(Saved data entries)
++++++++++++++++++++
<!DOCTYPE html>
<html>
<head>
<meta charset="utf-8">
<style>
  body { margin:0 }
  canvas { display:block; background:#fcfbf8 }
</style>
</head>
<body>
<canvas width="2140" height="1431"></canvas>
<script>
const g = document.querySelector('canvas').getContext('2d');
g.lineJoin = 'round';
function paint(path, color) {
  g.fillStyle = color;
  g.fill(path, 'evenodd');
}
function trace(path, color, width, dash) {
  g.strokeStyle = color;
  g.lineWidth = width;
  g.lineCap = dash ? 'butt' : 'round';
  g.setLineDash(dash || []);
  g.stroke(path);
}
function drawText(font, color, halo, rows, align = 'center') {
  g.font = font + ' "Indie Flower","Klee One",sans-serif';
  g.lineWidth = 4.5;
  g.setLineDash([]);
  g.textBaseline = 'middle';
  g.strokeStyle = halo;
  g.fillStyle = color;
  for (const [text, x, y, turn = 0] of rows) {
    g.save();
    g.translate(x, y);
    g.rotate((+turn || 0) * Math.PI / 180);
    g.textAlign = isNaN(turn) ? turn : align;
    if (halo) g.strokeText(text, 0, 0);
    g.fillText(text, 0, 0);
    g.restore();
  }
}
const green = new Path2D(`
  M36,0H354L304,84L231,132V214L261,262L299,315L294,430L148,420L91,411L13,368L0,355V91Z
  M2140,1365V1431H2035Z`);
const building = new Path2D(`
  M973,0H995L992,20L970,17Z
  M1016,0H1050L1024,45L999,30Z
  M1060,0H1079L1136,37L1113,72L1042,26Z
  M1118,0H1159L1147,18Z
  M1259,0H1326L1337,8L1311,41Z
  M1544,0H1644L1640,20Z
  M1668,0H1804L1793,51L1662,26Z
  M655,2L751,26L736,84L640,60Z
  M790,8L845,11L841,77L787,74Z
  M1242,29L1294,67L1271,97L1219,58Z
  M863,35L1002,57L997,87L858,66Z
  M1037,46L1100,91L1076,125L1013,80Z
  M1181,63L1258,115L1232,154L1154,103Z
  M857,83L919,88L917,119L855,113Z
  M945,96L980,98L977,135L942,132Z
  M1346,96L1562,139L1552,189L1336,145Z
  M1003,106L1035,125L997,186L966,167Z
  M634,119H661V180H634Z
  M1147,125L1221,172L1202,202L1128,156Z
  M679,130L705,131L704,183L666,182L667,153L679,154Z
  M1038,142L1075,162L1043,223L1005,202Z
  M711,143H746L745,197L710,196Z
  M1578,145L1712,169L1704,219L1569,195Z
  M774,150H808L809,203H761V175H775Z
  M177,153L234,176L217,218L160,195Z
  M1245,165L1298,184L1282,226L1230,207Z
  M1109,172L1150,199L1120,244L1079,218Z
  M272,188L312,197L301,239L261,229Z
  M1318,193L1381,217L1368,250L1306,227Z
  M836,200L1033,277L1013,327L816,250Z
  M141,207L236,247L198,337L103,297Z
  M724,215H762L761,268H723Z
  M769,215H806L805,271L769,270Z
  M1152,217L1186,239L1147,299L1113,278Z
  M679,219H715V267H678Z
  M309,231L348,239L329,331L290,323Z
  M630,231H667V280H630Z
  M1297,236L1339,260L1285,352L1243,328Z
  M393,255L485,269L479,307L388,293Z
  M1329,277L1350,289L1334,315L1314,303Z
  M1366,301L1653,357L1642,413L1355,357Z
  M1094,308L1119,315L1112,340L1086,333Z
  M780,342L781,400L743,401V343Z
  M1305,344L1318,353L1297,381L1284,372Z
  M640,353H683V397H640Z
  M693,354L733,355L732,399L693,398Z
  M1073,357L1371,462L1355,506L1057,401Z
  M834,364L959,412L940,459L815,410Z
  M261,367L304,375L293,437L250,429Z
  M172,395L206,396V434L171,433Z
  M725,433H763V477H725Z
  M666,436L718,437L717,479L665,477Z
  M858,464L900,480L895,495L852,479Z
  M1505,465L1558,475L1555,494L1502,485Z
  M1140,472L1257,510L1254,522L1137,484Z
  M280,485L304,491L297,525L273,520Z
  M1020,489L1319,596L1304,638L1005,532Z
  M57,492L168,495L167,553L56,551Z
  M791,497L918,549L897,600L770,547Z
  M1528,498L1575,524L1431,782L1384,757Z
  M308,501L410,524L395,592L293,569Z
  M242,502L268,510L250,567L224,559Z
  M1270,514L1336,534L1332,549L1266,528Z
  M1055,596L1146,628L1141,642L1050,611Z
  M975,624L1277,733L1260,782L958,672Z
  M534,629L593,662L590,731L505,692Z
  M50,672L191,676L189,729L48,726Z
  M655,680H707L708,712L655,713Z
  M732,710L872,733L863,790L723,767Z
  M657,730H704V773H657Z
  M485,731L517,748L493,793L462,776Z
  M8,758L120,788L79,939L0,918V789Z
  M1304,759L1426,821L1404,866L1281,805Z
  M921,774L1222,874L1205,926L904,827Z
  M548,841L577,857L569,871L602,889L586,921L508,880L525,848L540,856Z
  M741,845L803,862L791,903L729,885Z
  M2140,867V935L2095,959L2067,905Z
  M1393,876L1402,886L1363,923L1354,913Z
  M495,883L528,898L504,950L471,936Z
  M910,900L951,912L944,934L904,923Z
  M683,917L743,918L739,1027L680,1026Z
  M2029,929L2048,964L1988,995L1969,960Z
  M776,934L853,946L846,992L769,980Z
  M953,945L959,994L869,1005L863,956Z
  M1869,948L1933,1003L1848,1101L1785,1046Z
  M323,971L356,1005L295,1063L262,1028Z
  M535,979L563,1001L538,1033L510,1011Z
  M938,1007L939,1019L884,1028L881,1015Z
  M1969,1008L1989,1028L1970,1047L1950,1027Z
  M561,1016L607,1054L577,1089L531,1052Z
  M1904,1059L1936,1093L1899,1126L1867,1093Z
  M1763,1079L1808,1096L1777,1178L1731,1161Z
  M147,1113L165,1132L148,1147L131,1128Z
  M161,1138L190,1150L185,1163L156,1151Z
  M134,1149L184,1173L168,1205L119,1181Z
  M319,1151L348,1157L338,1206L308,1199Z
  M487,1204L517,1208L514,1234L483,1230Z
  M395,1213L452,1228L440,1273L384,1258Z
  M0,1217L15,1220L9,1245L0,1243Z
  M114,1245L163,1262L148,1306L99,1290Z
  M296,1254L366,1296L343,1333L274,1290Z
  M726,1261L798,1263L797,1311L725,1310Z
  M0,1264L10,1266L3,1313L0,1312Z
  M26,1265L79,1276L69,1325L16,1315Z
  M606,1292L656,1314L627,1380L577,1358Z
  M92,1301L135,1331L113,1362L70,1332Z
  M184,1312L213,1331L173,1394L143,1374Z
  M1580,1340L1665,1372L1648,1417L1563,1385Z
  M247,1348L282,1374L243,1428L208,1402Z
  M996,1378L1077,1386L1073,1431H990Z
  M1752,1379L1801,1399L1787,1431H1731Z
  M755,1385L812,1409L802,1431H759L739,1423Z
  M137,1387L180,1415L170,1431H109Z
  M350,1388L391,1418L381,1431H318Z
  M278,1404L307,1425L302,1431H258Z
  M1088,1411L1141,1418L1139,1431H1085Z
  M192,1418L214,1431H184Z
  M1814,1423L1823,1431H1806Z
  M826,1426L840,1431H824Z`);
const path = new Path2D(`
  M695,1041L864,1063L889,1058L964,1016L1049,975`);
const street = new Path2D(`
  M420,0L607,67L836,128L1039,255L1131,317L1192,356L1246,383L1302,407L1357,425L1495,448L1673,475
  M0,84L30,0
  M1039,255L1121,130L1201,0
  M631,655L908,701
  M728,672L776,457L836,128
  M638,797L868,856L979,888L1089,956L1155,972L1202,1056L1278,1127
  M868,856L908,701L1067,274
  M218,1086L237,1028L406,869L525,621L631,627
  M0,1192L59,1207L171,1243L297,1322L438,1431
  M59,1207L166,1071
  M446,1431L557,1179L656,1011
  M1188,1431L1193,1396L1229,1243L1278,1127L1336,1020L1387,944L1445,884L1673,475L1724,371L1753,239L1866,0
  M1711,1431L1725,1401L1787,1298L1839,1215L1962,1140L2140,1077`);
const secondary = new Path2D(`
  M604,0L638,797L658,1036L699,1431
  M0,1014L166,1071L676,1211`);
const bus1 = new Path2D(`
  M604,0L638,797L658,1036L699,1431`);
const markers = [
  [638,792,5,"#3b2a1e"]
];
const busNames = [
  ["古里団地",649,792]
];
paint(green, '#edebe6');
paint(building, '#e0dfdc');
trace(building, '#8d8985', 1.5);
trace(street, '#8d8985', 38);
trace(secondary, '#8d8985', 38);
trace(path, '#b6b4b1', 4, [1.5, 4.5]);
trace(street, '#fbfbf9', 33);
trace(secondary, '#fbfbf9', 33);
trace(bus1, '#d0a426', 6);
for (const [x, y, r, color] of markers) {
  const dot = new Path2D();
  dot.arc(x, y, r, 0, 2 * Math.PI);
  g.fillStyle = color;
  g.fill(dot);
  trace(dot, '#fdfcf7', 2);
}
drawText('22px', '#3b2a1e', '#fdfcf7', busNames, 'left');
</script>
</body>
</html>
++++++++++++++++++++
Out of the data above, give again only the lines starting at the one holding "M0,1264L10,1266L3,1313L0,1312Z" and ending at the one holding "M1814,1423L1823,1431H1806Z", unchanged.

  M0,1264L10,1266L3,1313L0,1312Z
  M26,1265L79,1276L69,1325L16,1315Z
  M606,1292L656,1314L627,1380L577,1358Z
  M92,1301L135,1331L113,1362L70,1332Z
  M184,1312L213,1331L173,1394L143,1374Z
  M1580,1340L1665,1372L1648,1417L1563,1385Z
  M247,1348L282,1374L243,1428L208,1402Z
  M996,1378L1077,1386L1073,1431H990Z
  M1752,1379L1801,1399L1787,1431H1731Z
  M755,1385L812,1409L802,1431H759L739,1423Z
  M137,1387L180,1415L170,1431H109Z
  M350,1388L391,1418L381,1431H318Z
  M278,1404L307,1425L302,1431H258Z
  M1088,1411L1141,1418L1139,1431H1085Z
  M192,1418L214,1431H184Z
  M1814,1423L1823,1431H1806Z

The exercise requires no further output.